NODEBUG routine-or-process
  Disable debug type.
DUMP [n]
  Dump optional argument concept (if concept).
  Dump optional conchain (if conchain).
  "n" chooses conchain element.
RDUMP [n]
  Dump recursively.
LIST label
  Show all symbols matching label.
WORDS
  Dump pre-prepared word list.
STOP
  Stop.
S[R]DUMP label
  Dump symbol from basic knowledge pool.
C[R]DUMP label
  Dump symbol from context.
X[R]DUMP label
  Dump CC from context.
D[R]DUMP label
  Dump symbol from discourse buffer.
X[R]DUMP label
  Dump CC from context.
SPEAK [n]
  Speak optional argument concept (if concept).
  Speak optional conchain (if conchain).
XSPEAK [n]
  Speak nth context entry.
DSPEAK [n]
  Speak nth discourse entry.
  "n" chooses conchain element.
"location" is one of {start, loc[1-3], finish, all}

debug> cont
>>

Say that you want to examine what Brainhat has recorded for definitions of "block". You could step into debug mode and ask Brainhat to list all concepts known as "block".


>> the block is red
 the block is red.
>> break
 
Break in debug at the start:
debug> list block
block-1 (symtab)
block-1-36d0 (context)

Two definitions appear--one from the clean vocabulary, and one from the dirty context. To examine the clean copy, use the srdump command, as described above. To examine a concept from the context, use the crdump command, as below:

debug> crdump block-1-36d0

define block-1-36d0 [2210] label block attribute red-1-36cf article the-1-3600 typically square-1 wants size-1 wants color-1 child toy-1 define red-1-36cf [2236] label red tense present orthogonal color-1 child color-1 define present [7153] child tense define color-1 [2224] label color child attribute-1 define the-1-3600 [1888] label the child definite child article-1 define square-1 [2350] label square orthogonal shape-1 child shape-1 define shape-1 [2339] label shape child attribute-1 define size-1 [2284] label size typically small-1 child attribute-1 define small-1 [2290] label small orthogonal size-1 child size-1 define color-1 [2224] label color child attribute-1 debug> cont

Debug also allows you to examine the contents of concepts and chains of concepts as they proceed through processing.

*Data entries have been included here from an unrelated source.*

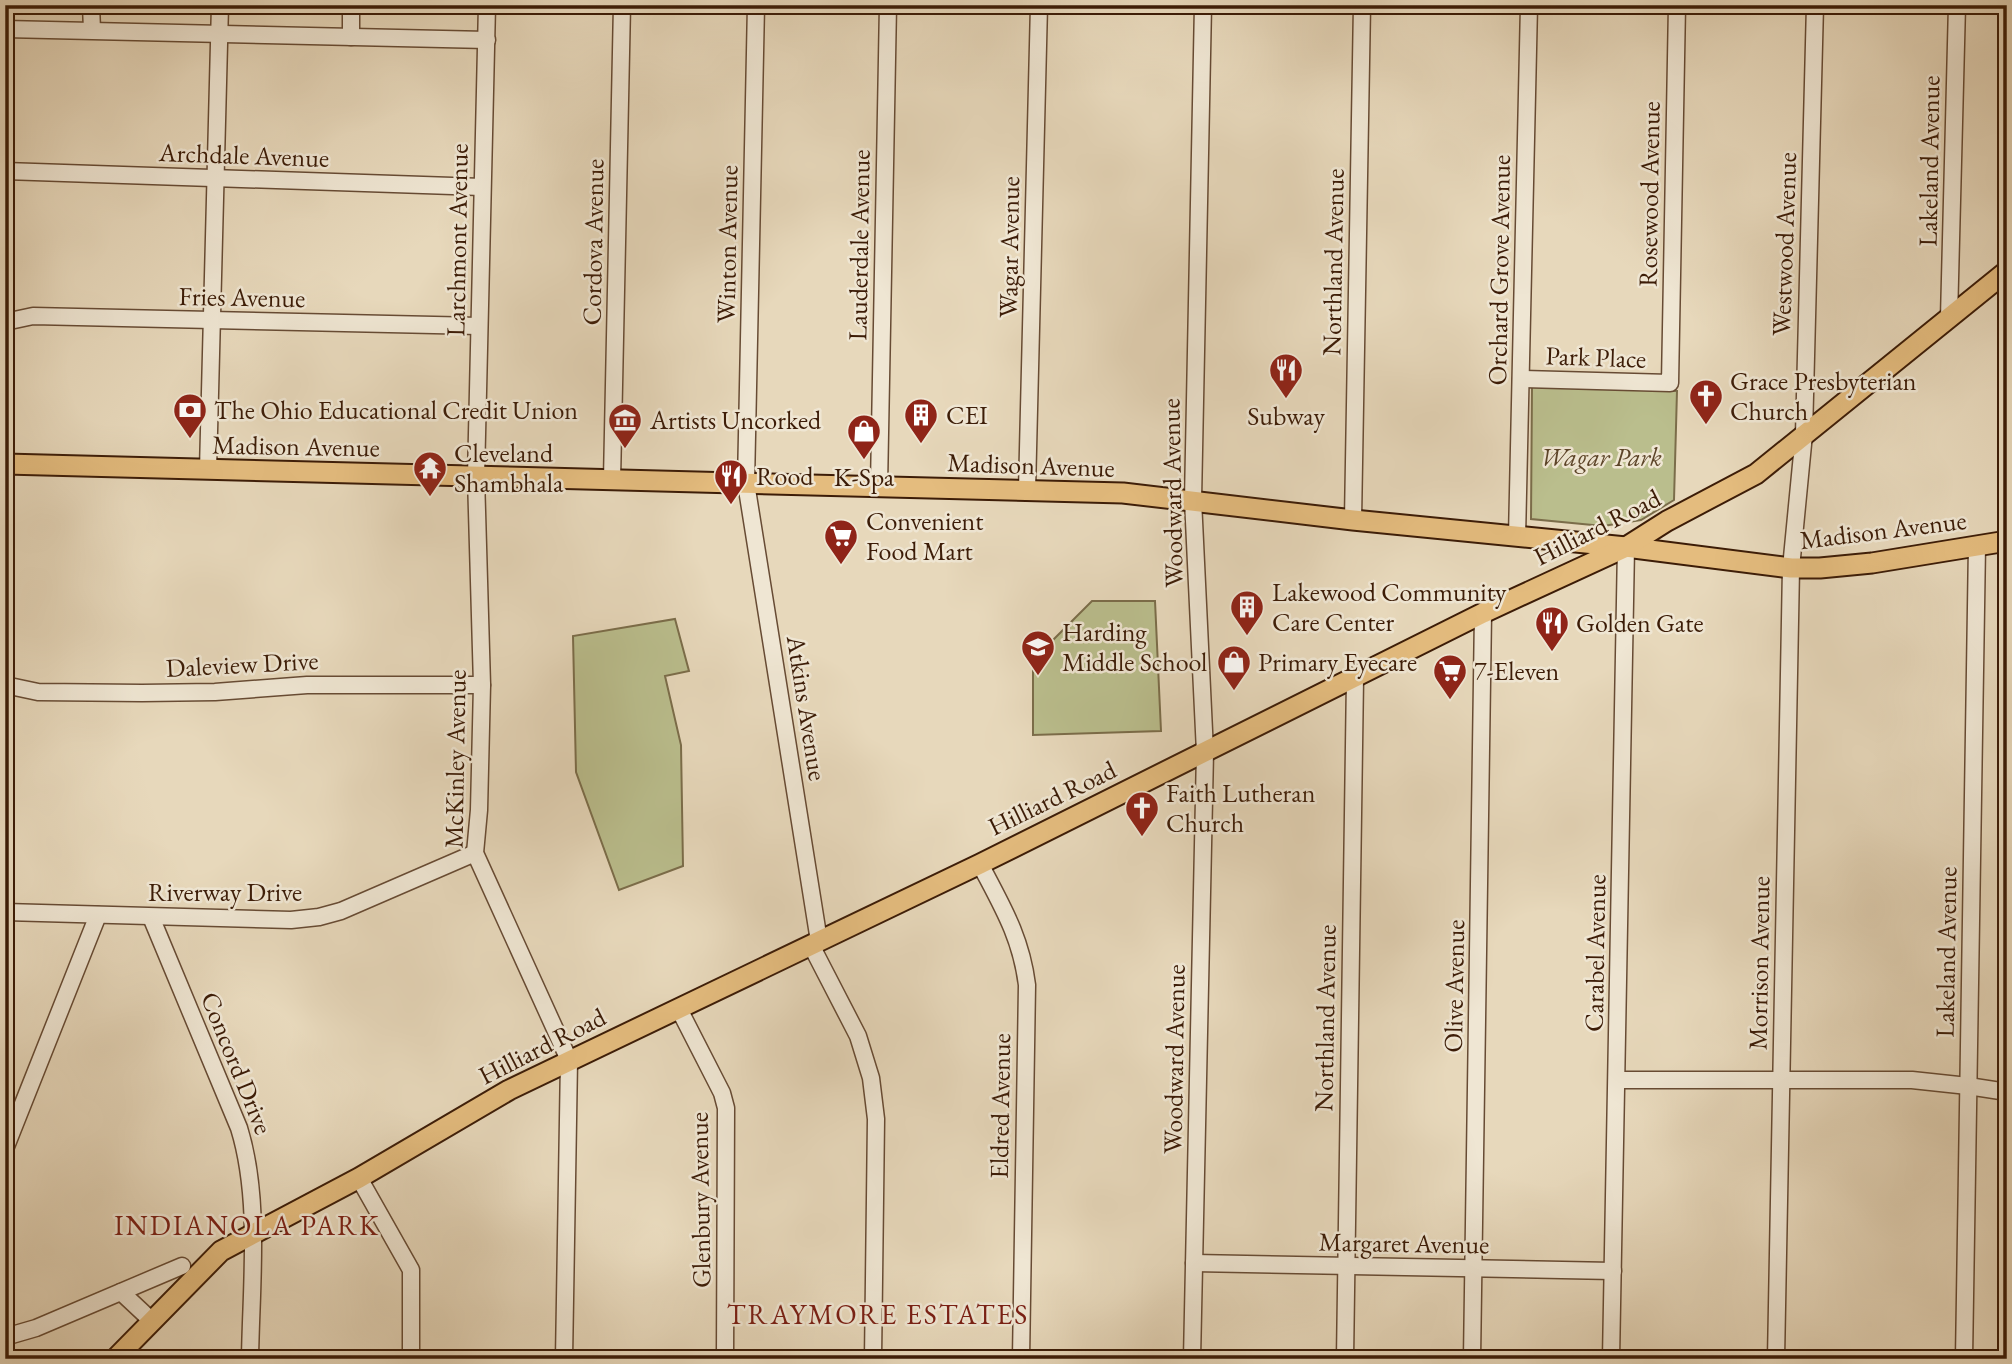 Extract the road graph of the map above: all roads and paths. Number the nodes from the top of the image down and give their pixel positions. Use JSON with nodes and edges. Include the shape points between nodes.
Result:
{"nodes":[{"id":1,"x":91,"y":5,"type":"edge"},
{"id":2,"x":220,"y":5,"type":"edge"},
{"id":3,"x":351,"y":5,"type":"edge"},
{"id":4,"x":487,"y":5,"type":"edge"},
{"id":5,"x":622,"y":5,"type":"edge"},
{"id":6,"x":757,"y":5,"type":"edge"},
{"id":7,"x":888,"y":5,"type":"edge"},
{"id":8,"x":1039,"y":5,"type":"edge"},
{"id":9,"x":1203,"y":5,"type":"edge"},
{"id":10,"x":1363,"y":5,"type":"edge"},
{"id":11,"x":1529,"y":5,"type":"edge"},
{"id":12,"x":1677,"y":5,"type":"edge"},
{"id":13,"x":1815,"y":5,"type":"edge"},
{"id":14,"x":1957,"y":5,"type":"edge"},
{"id":15,"x":5,"y":29,"type":"edge"},
{"id":16,"x":92,"y":30,"type":"junction"},
{"id":17,"x":220,"y":33,"type":"junction"},
{"id":18,"x":351,"y":37,"type":"junction"},
{"id":19,"x":486,"y":40,"type":"junction"},
{"id":20,"x":5,"y":171,"type":"edge"},
{"id":21,"x":217,"y":179,"type":"junction"},
{"id":22,"x":482,"y":187,"type":"junction"},
{"id":23,"x":2007,"y":271,"type":"edge"},
{"id":24,"x":1949,"y":317,"type":"junction"},
{"id":25,"x":213,"y":321,"type":"junction"},
{"id":26,"x":5,"y":322,"type":"edge"},
{"id":27,"x":479,"y":326,"type":"junction"},
{"id":28,"x":1521,"y":379,"type":"junction"},
{"id":29,"x":1670,"y":383,"type":"joint"},
{"id":30,"x":1804,"y":435,"type":"junction"},
{"id":31,"x":5,"y":464,"type":"edge"},
{"id":32,"x":208,"y":470,"type":"junction"},
{"id":33,"x":476,"y":477,"type":"junction"},
{"id":34,"x":612,"y":480,"type":"junction"},
{"id":35,"x":746,"y":483,"type":"junction"},
{"id":36,"x":879,"y":486,"type":"junction"},
{"id":37,"x":1027,"y":490,"type":"junction"},
{"id":38,"x":1193,"y":500,"type":"junction"},
{"id":39,"x":1353,"y":520,"type":"junction"},
{"id":40,"x":1517,"y":537,"type":"junction"},
{"id":41,"x":2007,"y":541,"type":"edge"},
{"id":42,"x":1977,"y":545,"type":"junction"},
{"id":43,"x":1626,"y":547,"type":"junction"},
{"id":44,"x":1791,"y":568,"type":"junction"},
{"id":45,"x":1483,"y":613,"type":"junction"},
{"id":46,"x":1354,"y":678,"type":"junction"},
{"id":47,"x":5,"y":685,"type":"edge"},
{"id":48,"x":482,"y":685,"type":"junction"},
{"id":49,"x":1205,"y":752,"type":"junction"},
{"id":50,"x":475,"y":853,"type":"junction"},
{"id":51,"x":980,"y":863,"type":"junction"},
{"id":52,"x":5,"y":912,"type":"edge"},
{"id":53,"x":98,"y":915,"type":"junction"},
{"id":54,"x":151,"y":917,"type":"junction"},
{"id":55,"x":815,"y":943,"type":"junction"},
{"id":56,"x":680,"y":1009,"type":"junction"},
{"id":57,"x":569,"y":1060,"type":"junction"},
{"id":58,"x":1617,"y":1080,"type":"junction"},
{"id":59,"x":1782,"y":1080,"type":"junction"},
{"id":60,"x":1968,"y":1086,"type":"junction"},
{"id":61,"x":2007,"y":1093,"type":"edge"},
{"id":62,"x":5,"y":1149,"type":"edge"},
{"id":63,"x":359,"y":1178,"type":"junction"},
{"id":64,"x":252,"y":1233,"type":"junction"},
{"id":65,"x":1194,"y":1263,"type":"junction"},
{"id":66,"x":182,"y":1266,"type":"dead end"},
{"id":67,"x":1346,"y":1267,"type":"junction"},
{"id":68,"x":1473,"y":1270,"type":"junction"},
{"id":69,"x":1613,"y":1271,"type":"junction"},
{"id":70,"x":121,"y":1292,"type":"junction"},
{"id":71,"x":152,"y":1321,"type":"junction"},
{"id":72,"x":5,"y":1337,"type":"edge"},
{"id":73,"x":116,"y":1359,"type":"edge"},
{"id":74,"x":250,"y":1359,"type":"edge"},
{"id":75,"x":411,"y":1359,"type":"edge"},
{"id":76,"x":564,"y":1359,"type":"edge"},
{"id":77,"x":725,"y":1359,"type":"edge"},
{"id":78,"x":873,"y":1359,"type":"edge"},
{"id":79,"x":1021,"y":1359,"type":"edge"},
{"id":80,"x":1192,"y":1359,"type":"edge"},
{"id":81,"x":1345,"y":1359,"type":"edge"},
{"id":82,"x":1472,"y":1359,"type":"edge"},
{"id":83,"x":1611,"y":1359,"type":"edge"},
{"id":84,"x":1776,"y":1359,"type":"edge"},
{"id":85,"x":1964,"y":1359,"type":"edge"}],
"edges":[{"from":1,"to":16,"type":"street"},
{"from":2,"to":17,"type":"street"},
{"from":3,"to":18,"type":"street"},
{"from":4,"to":19,"type":"street","name":"Larchmont Avenue"},
{"from":5,"to":34,"type":"street","name":"Cordova Avenue"},
{"from":6,"to":35,"type":"street","name":"Winton Avenue"},
{"from":7,"to":36,"type":"street","name":"Lauderdale Avenue"},
{"from":8,"to":37,"type":"street","name":"Wagar Avenue"},
{"from":9,"to":38,"type":"street","name":"Woodward Avenue"},
{"from":10,"to":39,"type":"street","name":"Northland Avenue"},
{"from":11,"to":28,"type":"street","name":"Orchard Grove Avenue"},
{"from":12,"to":29,"type":"street","name":"Rosewood Avenue"},
{"from":13,"to":30,"type":"street","name":"Westwood Avenue"},
{"from":14,"to":24,"type":"street","name":"Lakeland Avenue"},
{"from":15,"to":16,"type":"street"},
{"from":16,"to":17,"type":"street"},
{"from":17,"to":18,"type":"street"},
{"from":17,"to":21,"type":"street"},
{"from":18,"to":19,"type":"street"},
{"from":19,"to":22,"type":"street","name":"Larchmont Avenue"},
{"from":20,"to":21,"type":"street","name":"Archdale Avenue"},
{"from":21,"to":22,"type":"street","name":"Archdale Avenue"},
{"from":21,"to":25,"type":"street"},
{"from":22,"to":27,"type":"street","name":"Larchmont Avenue"},
{"from":23,"to":24,"type":"main road","name":"Hilliard Road"},
{"from":24,"to":30,"type":"main road","name":"Hilliard Road"},
{"from":25,"to":26,"type":"street","name":"Fries Avenue","via":[[33,316]]},
{"from":25,"to":27,"type":"street","name":"Fries Avenue"},
{"from":25,"to":32,"type":"street"},
{"from":27,"to":33,"type":"street","name":"Larchmont Avenue"},
{"from":28,"to":29,"type":"street","name":"Park Place"},
{"from":28,"to":40,"type":"street","name":"Orchard Grove Avenue"},
{"from":30,"to":43,"type":"main road","name":"Hilliard Road","via":[[1756,474]]},
{"from":30,"to":44,"type":"street","name":"Westwood Avenue"},
{"from":31,"to":32,"type":"main road","name":"Madison Avenue"},
{"from":32,"to":33,"type":"main road","name":"Madison Avenue"},
{"from":33,"to":34,"type":"main road","name":"Madison Avenue"},
{"from":33,"to":48,"type":"street","name":"McKinley Avenue"},
{"from":34,"to":35,"type":"main road","name":"Madison Avenue"},
{"from":35,"to":36,"type":"main road","name":"Madison Avenue"},
{"from":35,"to":55,"type":"street","name":"Atkins Avenue"},
{"from":36,"to":37,"type":"main road","name":"Madison Avenue"},
{"from":37,"to":38,"type":"main road","name":"Madison Avenue"},
{"from":38,"to":39,"type":"main road","name":"Madison Avenue"},
{"from":38,"to":49,"type":"street","name":"Woodward Avenue"},
{"from":39,"to":40,"type":"main road","name":"Madison Avenue"},
{"from":40,"to":43,"type":"main road","name":"Madison Avenue"},
{"from":41,"to":42,"type":"main road","name":"Madison Avenue"},
{"from":42,"to":44,"type":"main road","name":"Madison Avenue","via":[[1840,567]]},
{"from":42,"to":60,"type":"street","name":"Lakeland Avenue"},
{"from":43,"to":44,"type":"main road","name":"Madison Avenue"},
{"from":43,"to":45,"type":"main road","name":"Hilliard Road"},
{"from":43,"to":58,"type":"street","name":"Carabel Avenue"},
{"from":44,"to":59,"type":"street","name":"Morrison Avenue"},
{"from":45,"to":46,"type":"main road","name":"Hilliard Road"},
{"from":45,"to":68,"type":"street","name":"Olive Avenue"},
{"from":46,"to":49,"type":"main road","name":"Hilliard Road"},
{"from":46,"to":67,"type":"street","name":"Northland Avenue"},
{"from":47,"to":48,"type":"street","name":"Daleview Drive","via":[[38,692],[142,693],[307,685]]},
{"from":48,"to":50,"type":"street","name":"McKinley Avenue"},
{"from":49,"to":51,"type":"main road","name":"Hilliard Road"},
{"from":49,"to":65,"type":"street","name":"Woodward Avenue"},
{"from":50,"to":54,"type":"street","name":"Riverway Drive","via":[[319,917]]},
{"from":50,"to":57,"type":"street","name":"McKinley Avenue"},
{"from":51,"to":55,"type":"main road","name":"Hilliard Road"},
{"from":51,"to":79,"type":"street","name":"Eldred Avenue","via":[[1020,946],[1027,985]]},
{"from":52,"to":53,"type":"street","name":"Riverway Drive"},
{"from":53,"to":54,"type":"street","name":"Riverway Drive"},
{"from":53,"to":62,"type":"street"},
{"from":54,"to":64,"type":"street","name":"Concord Drive","via":[[239,1128],[249,1174]]},
{"from":55,"to":56,"type":"main road","name":"Hilliard Road"},
{"from":55,"to":78,"type":"street","name":"Atkins Avenue","via":[[858,1036],[871,1078],[876,1119]]},
{"from":56,"to":57,"type":"main road","name":"Hilliard Road"},
{"from":56,"to":77,"type":"street","name":"Glenbury Avenue","via":[[726,1108]]},
{"from":57,"to":63,"type":"main road","name":"Hilliard Road"},
{"from":57,"to":76,"type":"street","name":"McKinley Avenue"},
{"from":58,"to":59,"type":"street"},
{"from":58,"to":69,"type":"street","name":"Carabel Avenue"},
{"from":59,"to":60,"type":"street","via":[[1912,1080]]},
{"from":59,"to":84,"type":"street","name":"Morrison Avenue"},
{"from":60,"to":61,"type":"street"},
{"from":60,"to":85,"type":"street","name":"Lakeland Avenue"},
{"from":63,"to":64,"type":"main road","name":"Hilliard Road"},
{"from":63,"to":75,"type":"street","via":[[411,1270]]},
{"from":64,"to":71,"type":"main road","name":"Hilliard Road","via":[[221,1251]]},
{"from":64,"to":74,"type":"street","name":"Concord Drive"},
{"from":65,"to":67,"type":"street","name":"Margaret Avenue"},
{"from":65,"to":80,"type":"street","name":"Woodward Avenue"},
{"from":66,"to":70,"type":"street"},
{"from":67,"to":68,"type":"street","name":"Margaret Avenue"},
{"from":67,"to":81,"type":"street","name":"Northland Avenue"},
{"from":68,"to":69,"type":"street","name":"Margaret Avenue"},
{"from":68,"to":82,"type":"street","name":"Olive Avenue"},
{"from":69,"to":83,"type":"street","name":"Carabel Avenue"},
{"from":70,"to":71,"type":"street"},
{"from":70,"to":72,"type":"street"},
{"from":71,"to":73,"type":"main road","name":"Hilliard Road"}]}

You can select from the many breakpoints embedded in the code. Most of the post processing routines, for example, can be break-pointed at the entry, exit, and in the middle, as appropriate. Futhermore, a breakpoint may have data associated with it. A concept or a string of concepts (a "conchain") may be available once the break occurs--it depends upon how the breakpoint was coded.

As an example, the following sets a breakpoint at the start of a routine called chooseone that has the job of skinnying down a list of candidate complex concepts into a single winner:


debug> break chooseone start

When the program runs and processing passes to chooseone, the program will go into debug mode. At that point, you may exercise an of the commands listed above. A typical command to issue upon breaking at the start of a post routine would be:


debug> dump

This will list the contents of the conchain passed to chooseone, and thereby allow you to see the field of candidates available to the routine before it makes its selection.

In addition to routine breakpoints, you may also set debug flags (coded to look like breakpoints) that will reveal something about processing along the way. One often uses a flag called ptrace. It will show which rules in input-patterns are matching input.


debug> break ptrace
debug> cont

There is much more to this subject, and much more documentation needed. Explore debug to see what you can find.